For any relation to flourish, it has to be nurtured with love, understanding and trust. But the fragile bond of love is broken if one is less dedicated to the relationship. This holds true when you love your boyfriend more than he loves you. You are more sincere and committed towards your relationship and hence prone to feel the depth of misery when you realize that you might be loosing him.

However, there is still time to salvage your relationship and woo him back. A little dose of retrospection, commitment and communication can do wonders to your fading relationship and give it a new lease of life.

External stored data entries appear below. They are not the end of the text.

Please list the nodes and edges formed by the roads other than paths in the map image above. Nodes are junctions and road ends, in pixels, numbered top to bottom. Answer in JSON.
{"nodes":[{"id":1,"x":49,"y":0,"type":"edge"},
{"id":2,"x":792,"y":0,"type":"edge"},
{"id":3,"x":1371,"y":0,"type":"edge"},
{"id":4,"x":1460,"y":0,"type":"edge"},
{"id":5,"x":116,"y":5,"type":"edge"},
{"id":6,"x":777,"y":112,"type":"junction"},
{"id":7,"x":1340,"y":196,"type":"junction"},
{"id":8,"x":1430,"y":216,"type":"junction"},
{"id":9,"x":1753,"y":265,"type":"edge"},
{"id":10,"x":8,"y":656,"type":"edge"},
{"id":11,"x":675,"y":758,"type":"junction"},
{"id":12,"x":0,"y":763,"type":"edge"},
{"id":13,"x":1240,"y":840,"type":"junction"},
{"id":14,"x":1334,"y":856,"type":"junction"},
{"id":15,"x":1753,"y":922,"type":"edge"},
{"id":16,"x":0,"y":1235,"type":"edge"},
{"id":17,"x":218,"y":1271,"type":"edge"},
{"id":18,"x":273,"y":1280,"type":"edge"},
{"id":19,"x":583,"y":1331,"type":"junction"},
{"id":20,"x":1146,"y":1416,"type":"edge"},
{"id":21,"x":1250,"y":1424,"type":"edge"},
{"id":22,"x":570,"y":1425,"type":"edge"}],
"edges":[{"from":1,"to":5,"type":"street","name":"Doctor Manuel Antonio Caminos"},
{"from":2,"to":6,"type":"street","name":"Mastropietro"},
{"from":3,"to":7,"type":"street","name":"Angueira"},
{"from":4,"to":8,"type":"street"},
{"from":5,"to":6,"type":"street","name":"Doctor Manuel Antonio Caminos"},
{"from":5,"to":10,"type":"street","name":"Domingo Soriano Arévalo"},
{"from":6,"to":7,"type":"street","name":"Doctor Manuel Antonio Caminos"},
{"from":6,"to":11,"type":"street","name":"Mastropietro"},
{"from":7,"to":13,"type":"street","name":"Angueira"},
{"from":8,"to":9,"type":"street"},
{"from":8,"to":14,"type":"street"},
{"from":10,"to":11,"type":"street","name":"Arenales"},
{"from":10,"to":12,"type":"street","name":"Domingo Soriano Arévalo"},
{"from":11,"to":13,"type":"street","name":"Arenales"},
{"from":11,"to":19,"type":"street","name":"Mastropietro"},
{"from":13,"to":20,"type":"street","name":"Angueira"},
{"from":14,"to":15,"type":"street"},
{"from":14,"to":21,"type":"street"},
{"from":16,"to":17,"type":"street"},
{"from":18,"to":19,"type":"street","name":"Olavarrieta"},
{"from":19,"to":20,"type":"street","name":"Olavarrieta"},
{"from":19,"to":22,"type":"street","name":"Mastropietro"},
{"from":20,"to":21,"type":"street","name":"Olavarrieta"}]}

So where do you start once you have realized that he doesn’t love you anymore. Here are a few steps that will help you pave your way to get him back.

Step 1
Retrospect on your relationship: The initial and the most important step for you is to apprehend why the relationship broke in the first place. Think about what went wrong. What were the reasons for its deteriorating? If the reasons were related to abuse-physical or mental or both then think long and hard before setting up your mind to save this relationship.

Step 2
Be ready to commit: Every relationship demands commitment and more so in your case since the foundation has gone weak. Be ready to devout time and energy to the relationship. But that certainly doesn’t mean that you start neglecting yourself. In fact go in for a make over and try to woo your boyfriend back. Socialize with your friends and try to keep yourself happy.

Step 3
Communicate: Invite and encourage him to talk to you. Be honest and open about your feelings. Ask if what went wrong was somehow related to what you’ve been doing. Your ex may have a different viewpoint!

Step 4
Be yourself: remember your boyfriend was in love with you once because you were unique, you were YOU. Don’t loose your identity and try to be someone you are not. It will only make matters worse. Be the same person he fell in love with.

Step 5
Stop clinging: It may sound weird but believe me it helps. Stop clinging and don’t sound desperate to get back. Give him a breather and let him also contemplate on the relationship. He will call you as and when he is ready.

It is easy to break off a relationship. But it is an uphill task to mend it and move forward- to forgive and forget. However, remember that the task may be difficult but not impossible if you are ready to work on it. With the above mentioned steps you have bright chances of winning your ex back.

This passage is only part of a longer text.